The proposed directive on copyright in the digital single market aims to ensure that artists (especially small ones, for instance musicians), news publishers, authors and performers derive more benefit from the online world and today’s Internet.
The vote is only the first step of a parliamentary procedure to adopt copyright laws ‘fit to meet the challenges of the internet’, according to the Parliament’s rapporteur Axel Voss MEP: “The last laws to address copyright in the information society date back 17 years and the internet of today is fundamentally different to what it was in 2001,” he said.
MEPs on the Legal Committee were voting to adapt laws for creators and news publishers to the world of the Internet. They point out that ‘news publishers and artists, especially the smaller ones, are not getting paid due to the practices of powerful online content-sharing platforms and news aggregators’. The principle of fair pay for work done ‘should apply to everyone, everywhere, whether in the physical or online world’, they say.
However, some of the measures have been heavily criticised by some in the Internet community, including the controversial Article 13, which mandates the mass monitoring and censorship of internet uploads. There has also been criticism from NGOs, academics, businesses, and even from internet pioneers such as Tim Berners-Lee.
EuroISPA, the pan-European association of European Internet Services Providers Associations, regretted the vote, saying Article 13, in its current form, “would damage the competitiveness of the vast majority of the Internet ecosystem, mostly comprised of small and medium size providers”.
Article 13, it adds, would require Internet platforms to install “unaffordable upload filters to assess the legality of copyright-protected content. This will lead to over-blocking and censorship of lawful content, thus endangering European users’ fundamental freedoms”.
The focus of many of the committee amendments was to ensure that artists, notably musicians, and news publishers, are not deprived of fair remuneration for their work, by the strategies of sharing platforms and news aggregators.

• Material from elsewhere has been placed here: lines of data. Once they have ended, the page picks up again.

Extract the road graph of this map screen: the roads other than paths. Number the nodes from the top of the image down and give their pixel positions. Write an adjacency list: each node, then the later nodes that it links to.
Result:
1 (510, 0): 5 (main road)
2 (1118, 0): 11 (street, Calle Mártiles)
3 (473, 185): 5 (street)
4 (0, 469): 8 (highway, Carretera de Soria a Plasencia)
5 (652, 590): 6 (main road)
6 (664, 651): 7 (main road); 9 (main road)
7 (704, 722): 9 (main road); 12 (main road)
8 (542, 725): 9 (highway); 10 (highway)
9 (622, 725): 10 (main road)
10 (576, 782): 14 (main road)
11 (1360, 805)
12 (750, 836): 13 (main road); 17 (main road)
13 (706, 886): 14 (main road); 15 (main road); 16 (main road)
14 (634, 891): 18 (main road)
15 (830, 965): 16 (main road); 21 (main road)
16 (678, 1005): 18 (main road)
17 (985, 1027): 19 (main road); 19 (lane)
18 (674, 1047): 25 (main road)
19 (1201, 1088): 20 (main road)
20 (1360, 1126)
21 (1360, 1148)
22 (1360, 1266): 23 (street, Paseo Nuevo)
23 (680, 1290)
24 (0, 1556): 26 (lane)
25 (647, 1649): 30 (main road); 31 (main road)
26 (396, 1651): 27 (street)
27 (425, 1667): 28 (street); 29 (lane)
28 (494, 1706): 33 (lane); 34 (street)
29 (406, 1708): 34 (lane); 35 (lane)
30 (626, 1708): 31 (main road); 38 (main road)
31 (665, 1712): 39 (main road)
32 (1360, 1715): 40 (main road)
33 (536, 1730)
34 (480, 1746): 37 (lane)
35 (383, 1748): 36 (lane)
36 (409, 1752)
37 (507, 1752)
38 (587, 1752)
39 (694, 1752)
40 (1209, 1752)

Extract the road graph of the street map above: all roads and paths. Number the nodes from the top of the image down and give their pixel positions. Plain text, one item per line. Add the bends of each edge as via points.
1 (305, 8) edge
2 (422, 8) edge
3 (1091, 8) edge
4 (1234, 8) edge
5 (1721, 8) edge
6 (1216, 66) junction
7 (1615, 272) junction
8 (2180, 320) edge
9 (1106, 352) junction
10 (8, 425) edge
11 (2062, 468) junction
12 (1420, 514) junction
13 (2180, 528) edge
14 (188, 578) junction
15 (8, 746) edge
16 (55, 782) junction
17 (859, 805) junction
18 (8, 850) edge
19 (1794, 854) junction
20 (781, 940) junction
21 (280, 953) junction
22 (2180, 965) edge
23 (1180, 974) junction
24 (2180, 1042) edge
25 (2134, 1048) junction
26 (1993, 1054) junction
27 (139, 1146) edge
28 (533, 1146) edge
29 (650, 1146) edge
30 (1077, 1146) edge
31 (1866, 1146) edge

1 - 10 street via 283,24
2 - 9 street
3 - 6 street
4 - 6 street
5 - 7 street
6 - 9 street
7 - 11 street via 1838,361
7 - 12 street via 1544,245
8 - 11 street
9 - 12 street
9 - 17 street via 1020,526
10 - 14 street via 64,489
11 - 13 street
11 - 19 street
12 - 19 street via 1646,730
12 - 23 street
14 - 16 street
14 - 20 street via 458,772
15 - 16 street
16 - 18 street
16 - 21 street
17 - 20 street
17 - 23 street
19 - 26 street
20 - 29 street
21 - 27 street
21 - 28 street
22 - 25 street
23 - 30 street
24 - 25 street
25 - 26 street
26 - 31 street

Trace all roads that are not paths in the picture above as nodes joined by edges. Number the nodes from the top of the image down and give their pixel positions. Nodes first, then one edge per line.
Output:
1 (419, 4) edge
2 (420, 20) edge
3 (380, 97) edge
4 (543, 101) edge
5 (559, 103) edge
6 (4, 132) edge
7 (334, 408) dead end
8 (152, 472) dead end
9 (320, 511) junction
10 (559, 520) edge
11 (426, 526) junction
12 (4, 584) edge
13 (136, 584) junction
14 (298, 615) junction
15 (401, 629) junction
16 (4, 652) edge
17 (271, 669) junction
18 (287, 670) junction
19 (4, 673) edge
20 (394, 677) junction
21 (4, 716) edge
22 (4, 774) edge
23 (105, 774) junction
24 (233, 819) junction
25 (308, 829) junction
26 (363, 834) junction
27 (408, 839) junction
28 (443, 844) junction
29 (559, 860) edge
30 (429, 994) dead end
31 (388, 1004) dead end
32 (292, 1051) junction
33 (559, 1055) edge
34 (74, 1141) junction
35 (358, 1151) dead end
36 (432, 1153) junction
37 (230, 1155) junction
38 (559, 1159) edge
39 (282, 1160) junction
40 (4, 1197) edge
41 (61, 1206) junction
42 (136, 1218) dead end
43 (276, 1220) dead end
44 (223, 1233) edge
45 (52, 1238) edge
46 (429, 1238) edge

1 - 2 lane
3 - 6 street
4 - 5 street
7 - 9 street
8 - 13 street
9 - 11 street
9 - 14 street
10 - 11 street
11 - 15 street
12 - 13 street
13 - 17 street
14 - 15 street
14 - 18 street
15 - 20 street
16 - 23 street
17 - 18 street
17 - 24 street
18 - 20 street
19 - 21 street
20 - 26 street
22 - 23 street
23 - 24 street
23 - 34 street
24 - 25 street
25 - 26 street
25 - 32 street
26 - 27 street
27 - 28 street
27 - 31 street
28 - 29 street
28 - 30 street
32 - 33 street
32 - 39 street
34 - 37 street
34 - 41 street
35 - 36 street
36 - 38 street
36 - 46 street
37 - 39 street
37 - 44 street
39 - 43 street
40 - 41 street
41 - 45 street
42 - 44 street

For example, the text limits what elements of a news article news aggregators can share without needing to pay the rightholder a licence fee. It also requires sharing platforms either to pay fees to rightholders whose content is uploaded on these platforms or to ensure that an upload containing copyrighted material is blocked if the platform will pay no fee.
The committee also sought to ensure that copyright law is observed online without unfairly hampering the freedom of expression that has come to define the internet.
The committee says measures put in place by upload platforms to control that uploads do not breach copyright must also be designed in such a way so as not to catch “non-infringing works”. These platforms will be required to establish easy redress systems through which a person can request the reinstatement of an upload if he considers that it was wrongly taken down due to an alleged breach of copyright.
The committee text also specifies that uploading to online encyclopaedias in a non-commercial way, such as Wikipedia, or open source software platforms, such as GitHub, will automatically be excluded from the requirement to comply with copyright rules. The committee also strengthens negotiation rights of authors and performers. It enables them to “claim” additional remuneration from the party exploiting their rights when the remuneration originally agreed is “disproportionately” low compared to the benefits derived from the exploitation of the work.
The text says that the benefits should include “indirect revenues” too. Likewise, the committee also grants authors and performers a right to revoke or terminate the exclusivity of an exploitation licence of their work if the party holding the exploitation rights is considered not to be exercising this right.